Is Britain broken? I think in some respects it is. That was my opinion long before I got on a one-way flight to Australia. I had become increasingly alarmed by the nanny state, the breakdown of community, the widespread erosion of privacy rights, and the steadily growing reputation Britain seemed to earning across the world of being a nation of unruly drunks.

These riots will only add to that unpleasant and largely inaccurate generalisation, but do they tell a story beyond the headlines?
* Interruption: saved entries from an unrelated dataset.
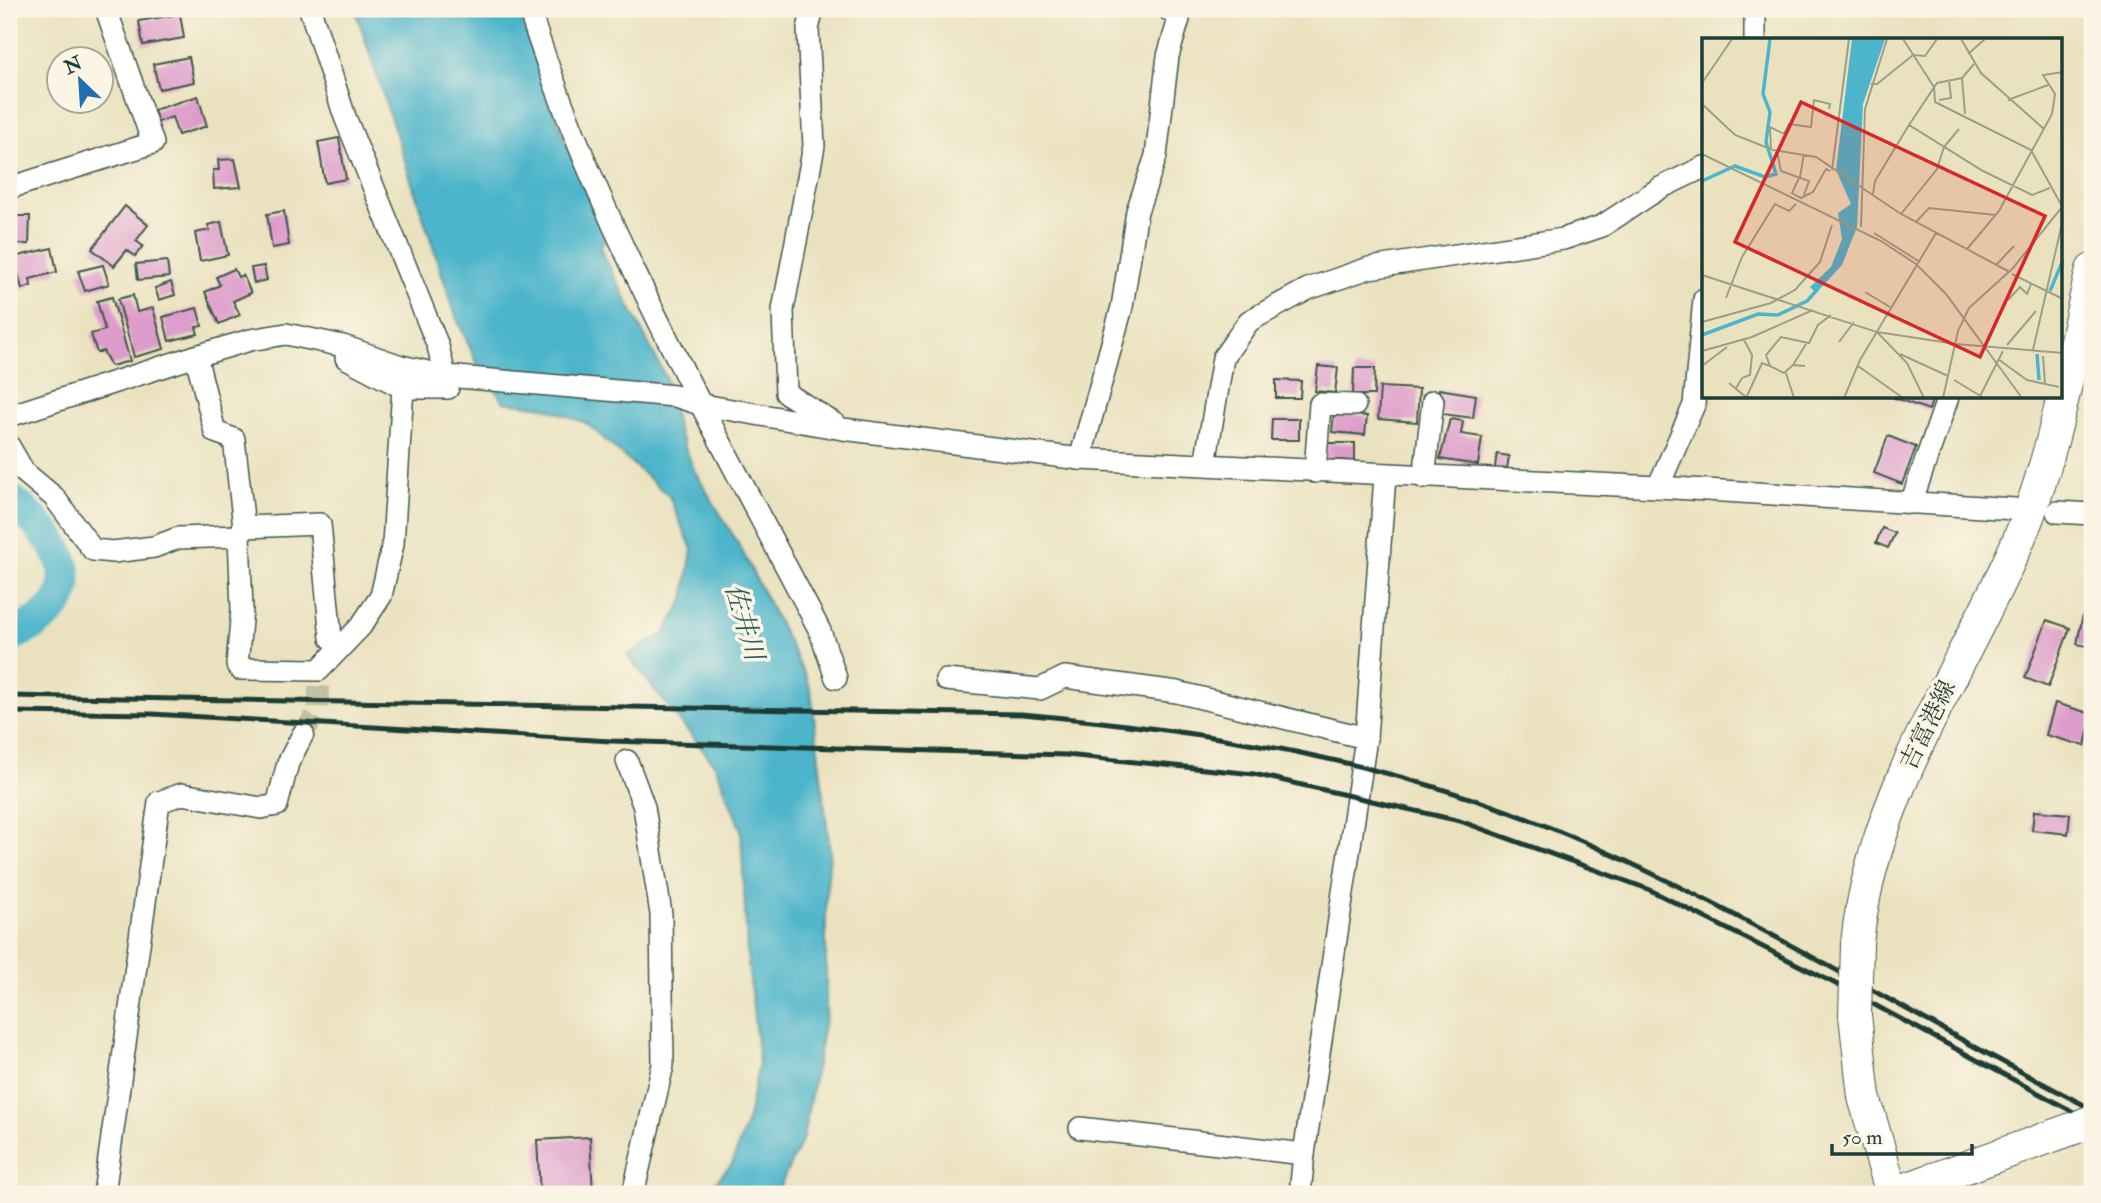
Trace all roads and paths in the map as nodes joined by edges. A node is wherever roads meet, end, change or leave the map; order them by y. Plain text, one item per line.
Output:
1 (106, 9) edge
2 (310, 9) edge
3 (529, 9) edge
4 (813, 9) edge
5 (1168, 9) edge
6 (1755, 9) edge
7 (1755, 38) edge
8 (1702, 168) edge
9 (9, 188) edge
10 (2092, 270) edge
11 (1702, 320) edge
12 (343, 346) junction
13 (197, 355) junction
14 (446, 376) junction
15 (403, 388) junction
16 (2062, 392) edge
17 (1947, 399) edge
18 (2060, 399) edge
19 (693, 401) junction
20 (1433, 401) dead end
21 (1354, 405) dead end
22 (9, 416) edge
23 (843, 429) junction
24 (9, 446) edge
25 (1080, 459) junction
26 (1205, 464) junction
27 (1315, 472) junction
28 (1385, 476) junction
29 (1424, 478) junction
30 (1658, 487) junction
31 (1911, 503) junction
32 (2015, 509) dead end
33 (2057, 512) dead end
34 (2092, 514) edge
35 (242, 531) junction
36 (331, 638) dead end
37 (836, 678) dead end
38 (946, 680) dead end
39 (303, 734) tunnel mouth
40 (1366, 738) junction
41 (627, 761) dead end
42 (2086, 1124) edge
43 (1080, 1128) dead end
44 (1304, 1154) junction
45 (104, 1194) edge
46 (633, 1194) edge
47 (1300, 1194) edge
48 (1892, 1194) edge

1 - 9 street
2 - 14 street
3 - 19 street
4 - 23 street
5 - 25 street
6 - 7 street
8 - 26 street
10 - 16 main road, 吉富港線, bridge
11 - 30 street
12 - 13 street
12 - 14 street
12 - 15 street
13 - 22 street
13 - 35 street
14 - 15 street
14 - 19 street
15 - 35 street
17 - 31 street
18 - 48 main road, 吉富港線, bridge
19 - 23 street
19 - 37 street
20 - 29 street
21 - 27 street
23 - 25 street
24 - 35 street
25 - 26 street
26 - 27 street
27 - 28 street
28 - 29 street
28 - 40 street
29 - 30 street
30 - 31 street
31 - 32 street
33 - 34 street
35 - 36 street
38 - 40 street
39 - 45 street
40 - 44 street
41 - 46 street
42 - 48 main road
43 - 44 street
44 - 47 street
Is there something fundamentally wrong with the UK, and if so can it be fixed?

On the BBC news website I listened to two girls talking about the riots, calling them fun. “It’s the government’s fault,” said one. “Yeah, conservatives, whatever, who it is, I don’t know,” agreed the other as she drank from a stolen bottle of wine at 9:30am.

On Australian TV news a reporter in the UK talked about how every shop in one shopping centre had been looted, apart from one, a bookshop.

Oddly enough, as I continued to look through the BBC news website, the Visit Britain ad dissapeared. Maybe it came to the end of its run, or perhaps someone in charge of the campaign realised that the timing was unfortunate, after all, it’s hard to sell the world on England’s green and pleasant land when its cities are on fire.